The Silence Fails To Bring Its Premise To Life
To date, Netflix original movies have struggled to capture a cinematic feel. The Silence feels like a step backwards. While the creature design and special effects are better than your average SyFy channel movie, they fall well short of convincing. First, the Vesps’ creature design is a poor cross between a baby Xenomorph and a bat or chicken. Moreover, The Silence features some unconvincing CGI. There’s just a distinctly ‘small’ feel to the movie. One has to wonder why Leonetti would opt to show the ‘beginning of the end’ without the budget or scale to do it justice.
…The Silence is pretty quiet in the scares and suspense department.
As a filmmaker, Leonetti has directed Annabelle (the bad one), Wolves at the Door, Wish Upon … and Mortal Kombat: Annihilation. Not surprisingly then, The Silence is pretty quiet in the scares and suspense department. Even scenes that feel like they should be suspenseful – like running into a rattlesnake in a sewage pipe – fall flat. For some inexplicable reason, Leonetti also introduces ‘The Reverend’ and his cult, ‘The Hushed’ late in the movie. Ten minutes later or so and Ally et al have killed the villain in what can only be described as very a poorly edited scene.
The Silence A Disappointing Netflix Original
Disappointing is probably an understandment.
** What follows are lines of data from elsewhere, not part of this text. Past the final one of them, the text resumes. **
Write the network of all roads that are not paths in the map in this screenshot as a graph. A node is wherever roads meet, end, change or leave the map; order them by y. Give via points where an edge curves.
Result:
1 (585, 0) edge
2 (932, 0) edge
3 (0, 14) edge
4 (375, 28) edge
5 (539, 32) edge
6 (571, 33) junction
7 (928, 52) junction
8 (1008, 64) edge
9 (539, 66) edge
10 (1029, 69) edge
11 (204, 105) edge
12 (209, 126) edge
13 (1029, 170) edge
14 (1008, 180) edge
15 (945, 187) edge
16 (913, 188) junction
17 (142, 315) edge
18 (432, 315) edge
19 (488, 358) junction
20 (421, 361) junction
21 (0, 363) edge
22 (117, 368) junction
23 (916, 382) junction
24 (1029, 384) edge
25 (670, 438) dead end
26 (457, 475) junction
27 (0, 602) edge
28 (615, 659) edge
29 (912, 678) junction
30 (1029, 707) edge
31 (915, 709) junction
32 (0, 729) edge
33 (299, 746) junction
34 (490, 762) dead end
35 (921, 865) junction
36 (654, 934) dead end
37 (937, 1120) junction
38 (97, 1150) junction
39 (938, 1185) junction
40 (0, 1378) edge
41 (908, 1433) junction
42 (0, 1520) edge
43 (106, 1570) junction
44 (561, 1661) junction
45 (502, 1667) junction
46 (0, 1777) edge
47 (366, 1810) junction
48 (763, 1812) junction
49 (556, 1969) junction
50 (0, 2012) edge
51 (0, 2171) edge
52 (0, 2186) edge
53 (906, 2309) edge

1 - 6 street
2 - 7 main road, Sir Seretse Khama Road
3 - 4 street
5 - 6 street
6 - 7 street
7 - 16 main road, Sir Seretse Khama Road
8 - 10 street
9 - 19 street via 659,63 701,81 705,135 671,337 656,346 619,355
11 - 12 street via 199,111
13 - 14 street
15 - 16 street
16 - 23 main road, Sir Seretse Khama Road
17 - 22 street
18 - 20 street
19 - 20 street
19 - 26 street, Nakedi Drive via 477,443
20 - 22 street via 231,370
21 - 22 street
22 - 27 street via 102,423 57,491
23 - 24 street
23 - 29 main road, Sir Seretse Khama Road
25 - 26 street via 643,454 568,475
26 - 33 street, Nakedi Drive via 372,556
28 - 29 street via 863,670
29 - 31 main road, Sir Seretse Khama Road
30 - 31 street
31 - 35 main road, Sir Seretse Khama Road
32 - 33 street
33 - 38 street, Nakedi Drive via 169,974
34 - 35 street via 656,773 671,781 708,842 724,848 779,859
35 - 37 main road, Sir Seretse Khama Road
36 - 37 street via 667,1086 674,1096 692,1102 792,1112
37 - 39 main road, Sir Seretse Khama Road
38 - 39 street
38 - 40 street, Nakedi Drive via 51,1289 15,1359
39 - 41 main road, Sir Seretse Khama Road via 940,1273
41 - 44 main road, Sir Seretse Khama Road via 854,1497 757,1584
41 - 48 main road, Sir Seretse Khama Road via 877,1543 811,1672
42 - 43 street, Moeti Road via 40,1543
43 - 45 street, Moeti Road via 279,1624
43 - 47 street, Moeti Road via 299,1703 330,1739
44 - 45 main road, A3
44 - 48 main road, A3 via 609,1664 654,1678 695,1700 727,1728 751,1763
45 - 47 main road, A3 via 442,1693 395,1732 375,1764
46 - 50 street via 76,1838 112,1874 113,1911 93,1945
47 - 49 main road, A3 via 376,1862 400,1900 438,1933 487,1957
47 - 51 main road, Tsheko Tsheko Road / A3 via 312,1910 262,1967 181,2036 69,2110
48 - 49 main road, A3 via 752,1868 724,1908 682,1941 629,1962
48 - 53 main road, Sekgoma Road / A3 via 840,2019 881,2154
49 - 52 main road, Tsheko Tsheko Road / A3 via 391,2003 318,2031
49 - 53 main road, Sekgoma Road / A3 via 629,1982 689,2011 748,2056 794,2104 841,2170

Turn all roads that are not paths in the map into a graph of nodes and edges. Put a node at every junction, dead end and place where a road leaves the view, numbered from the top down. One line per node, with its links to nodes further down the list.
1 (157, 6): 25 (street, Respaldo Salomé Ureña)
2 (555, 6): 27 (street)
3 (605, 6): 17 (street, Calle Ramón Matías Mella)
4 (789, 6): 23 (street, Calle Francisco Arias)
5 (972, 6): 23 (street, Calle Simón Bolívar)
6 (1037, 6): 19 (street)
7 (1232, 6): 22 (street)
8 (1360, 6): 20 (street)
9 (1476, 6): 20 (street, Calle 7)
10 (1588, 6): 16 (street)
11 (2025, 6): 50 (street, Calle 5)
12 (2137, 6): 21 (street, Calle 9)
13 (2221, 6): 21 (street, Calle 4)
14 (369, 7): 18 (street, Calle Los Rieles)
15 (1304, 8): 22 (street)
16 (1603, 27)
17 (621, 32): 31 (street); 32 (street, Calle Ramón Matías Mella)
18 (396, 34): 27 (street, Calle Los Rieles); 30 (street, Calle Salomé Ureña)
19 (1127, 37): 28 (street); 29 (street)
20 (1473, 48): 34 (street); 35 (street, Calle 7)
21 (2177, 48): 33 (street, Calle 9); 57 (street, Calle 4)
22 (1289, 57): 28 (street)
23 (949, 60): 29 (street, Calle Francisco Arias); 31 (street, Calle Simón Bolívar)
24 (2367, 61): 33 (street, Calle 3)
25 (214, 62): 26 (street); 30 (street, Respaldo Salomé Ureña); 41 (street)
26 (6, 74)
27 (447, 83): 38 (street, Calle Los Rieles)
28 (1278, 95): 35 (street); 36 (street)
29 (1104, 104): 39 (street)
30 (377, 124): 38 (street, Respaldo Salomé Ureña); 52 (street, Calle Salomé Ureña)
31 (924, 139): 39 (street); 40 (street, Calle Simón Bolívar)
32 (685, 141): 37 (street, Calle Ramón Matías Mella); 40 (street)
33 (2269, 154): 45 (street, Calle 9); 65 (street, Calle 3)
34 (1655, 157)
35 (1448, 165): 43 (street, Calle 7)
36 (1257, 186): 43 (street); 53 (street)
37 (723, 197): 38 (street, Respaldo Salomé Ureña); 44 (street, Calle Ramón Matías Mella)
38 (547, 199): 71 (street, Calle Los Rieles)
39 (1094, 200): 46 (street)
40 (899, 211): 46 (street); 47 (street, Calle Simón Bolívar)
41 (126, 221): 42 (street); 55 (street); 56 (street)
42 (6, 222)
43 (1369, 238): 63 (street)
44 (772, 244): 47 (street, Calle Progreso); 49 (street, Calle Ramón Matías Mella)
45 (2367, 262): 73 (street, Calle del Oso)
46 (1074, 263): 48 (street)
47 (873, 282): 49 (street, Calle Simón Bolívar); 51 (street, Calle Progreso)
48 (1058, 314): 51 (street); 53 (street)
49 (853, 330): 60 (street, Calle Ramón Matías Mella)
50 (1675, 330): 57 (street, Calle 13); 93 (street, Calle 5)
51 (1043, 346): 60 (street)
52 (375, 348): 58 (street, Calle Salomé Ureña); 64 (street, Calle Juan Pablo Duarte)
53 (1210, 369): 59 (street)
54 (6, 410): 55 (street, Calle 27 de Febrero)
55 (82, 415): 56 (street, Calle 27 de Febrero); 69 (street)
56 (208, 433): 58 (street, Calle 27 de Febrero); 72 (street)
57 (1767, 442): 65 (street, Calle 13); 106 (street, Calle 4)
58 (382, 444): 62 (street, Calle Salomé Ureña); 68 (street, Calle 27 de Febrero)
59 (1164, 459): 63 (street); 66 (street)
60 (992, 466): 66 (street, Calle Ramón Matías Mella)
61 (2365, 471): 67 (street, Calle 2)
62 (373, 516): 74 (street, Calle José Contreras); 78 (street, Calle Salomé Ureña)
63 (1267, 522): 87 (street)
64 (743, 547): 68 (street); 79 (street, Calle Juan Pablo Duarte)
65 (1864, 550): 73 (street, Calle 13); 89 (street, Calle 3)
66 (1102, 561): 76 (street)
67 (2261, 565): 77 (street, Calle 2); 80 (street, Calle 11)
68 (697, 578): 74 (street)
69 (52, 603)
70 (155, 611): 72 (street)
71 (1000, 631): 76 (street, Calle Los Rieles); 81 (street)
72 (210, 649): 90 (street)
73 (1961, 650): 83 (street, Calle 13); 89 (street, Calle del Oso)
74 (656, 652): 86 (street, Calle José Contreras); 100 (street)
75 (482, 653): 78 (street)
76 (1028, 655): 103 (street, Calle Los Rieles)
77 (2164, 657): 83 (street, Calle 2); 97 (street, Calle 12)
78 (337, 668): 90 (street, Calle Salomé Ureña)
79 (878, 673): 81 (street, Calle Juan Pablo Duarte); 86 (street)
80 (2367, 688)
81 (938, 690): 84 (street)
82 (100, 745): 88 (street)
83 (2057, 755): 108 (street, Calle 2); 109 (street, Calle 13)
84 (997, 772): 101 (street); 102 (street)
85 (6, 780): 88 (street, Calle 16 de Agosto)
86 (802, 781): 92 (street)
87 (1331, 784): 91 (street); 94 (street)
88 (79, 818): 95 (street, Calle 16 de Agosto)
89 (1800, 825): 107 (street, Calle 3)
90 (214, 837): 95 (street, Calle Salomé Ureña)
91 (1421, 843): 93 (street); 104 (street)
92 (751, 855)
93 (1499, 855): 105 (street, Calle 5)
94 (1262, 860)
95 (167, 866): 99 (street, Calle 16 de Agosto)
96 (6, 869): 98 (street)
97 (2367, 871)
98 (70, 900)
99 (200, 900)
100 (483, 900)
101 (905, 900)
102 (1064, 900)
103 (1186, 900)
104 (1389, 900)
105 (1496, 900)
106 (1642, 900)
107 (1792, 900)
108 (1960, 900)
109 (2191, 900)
To be perfectly honest, The Silence is a really bad movie. Bird Box may have underwhelmed, but Sandra Bullock was still amazing. Stanley Tucci, Miranda Otto, and Kiernan Shipka are all fantastic actors, but The Silence wastes their talents. Maybe it’s time to move on from ‘sensory horror’ before we get a movie where monsters hunt by smell. The Silence already stinks.